BEGIN Given records

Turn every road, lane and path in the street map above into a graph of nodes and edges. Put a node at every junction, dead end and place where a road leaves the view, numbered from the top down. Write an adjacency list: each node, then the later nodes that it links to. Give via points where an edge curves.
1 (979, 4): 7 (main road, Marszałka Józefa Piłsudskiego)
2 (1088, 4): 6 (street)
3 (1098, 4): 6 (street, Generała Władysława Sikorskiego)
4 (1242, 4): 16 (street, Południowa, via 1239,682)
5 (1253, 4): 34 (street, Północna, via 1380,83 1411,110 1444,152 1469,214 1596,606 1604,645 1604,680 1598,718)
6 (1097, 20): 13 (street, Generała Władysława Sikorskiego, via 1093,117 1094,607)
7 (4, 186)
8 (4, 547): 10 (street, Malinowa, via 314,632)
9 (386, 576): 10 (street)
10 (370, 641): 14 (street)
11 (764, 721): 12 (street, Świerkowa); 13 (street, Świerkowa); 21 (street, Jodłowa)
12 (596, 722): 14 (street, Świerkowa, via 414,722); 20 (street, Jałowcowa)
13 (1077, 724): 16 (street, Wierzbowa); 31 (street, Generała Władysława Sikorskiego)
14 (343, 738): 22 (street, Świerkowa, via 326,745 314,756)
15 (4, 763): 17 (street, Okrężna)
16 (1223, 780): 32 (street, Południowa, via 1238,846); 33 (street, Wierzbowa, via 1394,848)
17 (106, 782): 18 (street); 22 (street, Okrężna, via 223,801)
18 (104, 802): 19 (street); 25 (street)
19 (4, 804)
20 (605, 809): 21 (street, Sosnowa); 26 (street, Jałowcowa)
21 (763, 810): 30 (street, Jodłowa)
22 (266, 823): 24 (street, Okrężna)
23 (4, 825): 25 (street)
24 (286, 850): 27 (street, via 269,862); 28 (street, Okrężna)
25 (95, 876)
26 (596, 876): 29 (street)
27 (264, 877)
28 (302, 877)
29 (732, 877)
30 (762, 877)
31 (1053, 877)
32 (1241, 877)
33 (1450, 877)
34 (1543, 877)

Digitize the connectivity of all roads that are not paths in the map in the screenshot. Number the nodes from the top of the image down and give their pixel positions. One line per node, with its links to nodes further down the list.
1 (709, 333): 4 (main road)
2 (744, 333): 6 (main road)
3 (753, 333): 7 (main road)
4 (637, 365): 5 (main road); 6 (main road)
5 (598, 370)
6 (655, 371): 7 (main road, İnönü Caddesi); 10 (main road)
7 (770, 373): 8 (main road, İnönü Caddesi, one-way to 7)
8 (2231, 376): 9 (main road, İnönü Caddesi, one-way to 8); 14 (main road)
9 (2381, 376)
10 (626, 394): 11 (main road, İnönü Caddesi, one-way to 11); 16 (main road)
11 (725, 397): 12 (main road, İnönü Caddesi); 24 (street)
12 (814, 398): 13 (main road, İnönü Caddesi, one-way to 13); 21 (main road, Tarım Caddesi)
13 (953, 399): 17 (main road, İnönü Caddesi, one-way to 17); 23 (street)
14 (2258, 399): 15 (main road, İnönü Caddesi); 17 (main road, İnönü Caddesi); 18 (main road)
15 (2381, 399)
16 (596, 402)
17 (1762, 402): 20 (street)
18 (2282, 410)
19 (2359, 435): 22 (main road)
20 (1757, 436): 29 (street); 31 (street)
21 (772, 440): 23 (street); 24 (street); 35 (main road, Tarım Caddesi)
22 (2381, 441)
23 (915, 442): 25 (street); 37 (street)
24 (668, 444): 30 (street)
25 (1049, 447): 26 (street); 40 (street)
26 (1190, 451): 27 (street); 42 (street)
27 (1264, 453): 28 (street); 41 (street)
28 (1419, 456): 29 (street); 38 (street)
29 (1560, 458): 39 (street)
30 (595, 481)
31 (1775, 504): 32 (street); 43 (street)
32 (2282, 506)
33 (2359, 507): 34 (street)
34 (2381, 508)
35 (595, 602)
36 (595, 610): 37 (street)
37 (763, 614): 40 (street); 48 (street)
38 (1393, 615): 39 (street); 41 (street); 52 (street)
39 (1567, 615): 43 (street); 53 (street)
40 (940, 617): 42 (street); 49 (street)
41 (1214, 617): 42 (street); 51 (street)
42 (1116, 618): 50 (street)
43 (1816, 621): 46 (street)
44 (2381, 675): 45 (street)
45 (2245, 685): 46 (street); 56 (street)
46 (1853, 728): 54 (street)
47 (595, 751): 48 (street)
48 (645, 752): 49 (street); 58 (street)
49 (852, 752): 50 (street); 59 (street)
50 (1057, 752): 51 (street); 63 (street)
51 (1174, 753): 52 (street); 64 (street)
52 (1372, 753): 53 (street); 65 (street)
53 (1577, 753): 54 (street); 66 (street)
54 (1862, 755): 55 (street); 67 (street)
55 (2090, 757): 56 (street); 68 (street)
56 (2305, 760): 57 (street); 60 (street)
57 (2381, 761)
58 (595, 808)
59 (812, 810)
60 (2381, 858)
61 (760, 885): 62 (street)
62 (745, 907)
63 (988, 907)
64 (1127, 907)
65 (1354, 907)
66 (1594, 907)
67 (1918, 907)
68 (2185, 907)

END Given records

_Task prompt_: Respond with one number only: how many lines of the data contain "Jałowcowa".

_Task output_: 2